Stored records:
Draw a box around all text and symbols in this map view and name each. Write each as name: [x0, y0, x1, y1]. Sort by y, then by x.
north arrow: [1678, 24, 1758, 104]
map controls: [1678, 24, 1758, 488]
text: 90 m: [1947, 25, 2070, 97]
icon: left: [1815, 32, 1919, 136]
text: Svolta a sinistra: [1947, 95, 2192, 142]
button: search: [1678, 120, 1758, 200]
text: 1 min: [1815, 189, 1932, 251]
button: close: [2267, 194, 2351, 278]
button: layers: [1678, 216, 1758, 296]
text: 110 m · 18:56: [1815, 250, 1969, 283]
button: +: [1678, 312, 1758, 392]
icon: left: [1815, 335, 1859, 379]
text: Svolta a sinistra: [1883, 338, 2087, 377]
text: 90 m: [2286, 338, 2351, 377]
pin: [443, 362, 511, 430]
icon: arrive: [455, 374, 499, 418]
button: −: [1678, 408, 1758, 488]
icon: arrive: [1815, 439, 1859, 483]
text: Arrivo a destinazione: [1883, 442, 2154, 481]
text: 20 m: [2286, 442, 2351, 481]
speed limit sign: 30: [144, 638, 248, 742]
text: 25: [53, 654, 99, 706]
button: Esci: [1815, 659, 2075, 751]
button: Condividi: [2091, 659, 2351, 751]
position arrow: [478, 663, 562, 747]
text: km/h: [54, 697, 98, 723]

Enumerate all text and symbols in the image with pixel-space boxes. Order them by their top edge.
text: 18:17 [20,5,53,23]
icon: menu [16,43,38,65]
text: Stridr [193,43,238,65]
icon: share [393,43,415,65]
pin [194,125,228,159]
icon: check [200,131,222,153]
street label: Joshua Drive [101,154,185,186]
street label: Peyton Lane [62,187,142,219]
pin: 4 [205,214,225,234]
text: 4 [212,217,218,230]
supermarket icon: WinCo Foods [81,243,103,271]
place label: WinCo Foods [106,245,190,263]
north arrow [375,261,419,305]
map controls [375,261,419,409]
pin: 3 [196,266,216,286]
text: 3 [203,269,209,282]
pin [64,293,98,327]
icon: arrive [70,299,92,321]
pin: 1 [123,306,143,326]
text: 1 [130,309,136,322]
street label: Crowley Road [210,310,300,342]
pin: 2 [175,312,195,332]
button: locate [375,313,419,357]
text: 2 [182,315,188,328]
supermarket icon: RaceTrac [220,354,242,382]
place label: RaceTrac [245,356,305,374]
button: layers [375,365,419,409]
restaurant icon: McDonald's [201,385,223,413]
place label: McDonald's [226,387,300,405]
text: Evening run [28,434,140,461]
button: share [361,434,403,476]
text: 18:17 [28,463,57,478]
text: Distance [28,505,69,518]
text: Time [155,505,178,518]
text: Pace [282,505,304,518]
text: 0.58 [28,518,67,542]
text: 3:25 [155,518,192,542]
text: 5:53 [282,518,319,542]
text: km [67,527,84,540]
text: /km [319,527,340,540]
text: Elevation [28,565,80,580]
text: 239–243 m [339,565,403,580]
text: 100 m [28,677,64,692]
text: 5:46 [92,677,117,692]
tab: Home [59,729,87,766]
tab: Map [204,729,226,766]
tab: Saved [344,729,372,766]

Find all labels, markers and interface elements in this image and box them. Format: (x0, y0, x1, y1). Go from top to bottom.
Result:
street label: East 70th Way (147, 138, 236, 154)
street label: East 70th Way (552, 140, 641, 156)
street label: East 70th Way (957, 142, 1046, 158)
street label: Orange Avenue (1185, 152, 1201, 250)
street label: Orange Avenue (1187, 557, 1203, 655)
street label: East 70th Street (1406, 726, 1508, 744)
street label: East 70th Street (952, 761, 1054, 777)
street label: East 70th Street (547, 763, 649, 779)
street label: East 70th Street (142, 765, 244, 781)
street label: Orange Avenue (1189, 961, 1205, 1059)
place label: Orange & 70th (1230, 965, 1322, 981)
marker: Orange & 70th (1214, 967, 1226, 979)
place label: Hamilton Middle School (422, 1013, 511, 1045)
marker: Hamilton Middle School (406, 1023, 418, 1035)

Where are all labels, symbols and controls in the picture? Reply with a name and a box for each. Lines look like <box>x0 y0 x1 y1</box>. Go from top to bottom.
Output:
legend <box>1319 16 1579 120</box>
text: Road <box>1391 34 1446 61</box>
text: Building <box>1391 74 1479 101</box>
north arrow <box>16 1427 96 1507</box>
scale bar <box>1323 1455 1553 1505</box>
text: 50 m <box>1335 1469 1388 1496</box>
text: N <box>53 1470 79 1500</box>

## Problem to solve
If the string "from" is in a line of the entries, pick that line out.

## Solution to this task
Find all labels, markers and interface elements in this image and box them. Format: (x0, y0, x1, y1). Go from top to bottom.
Where are all labels, symbols and controls in the picture? Reply with a name and a box for each. Lines look like <box>x0 y0 x1 y1</box>. Go from top to bottom.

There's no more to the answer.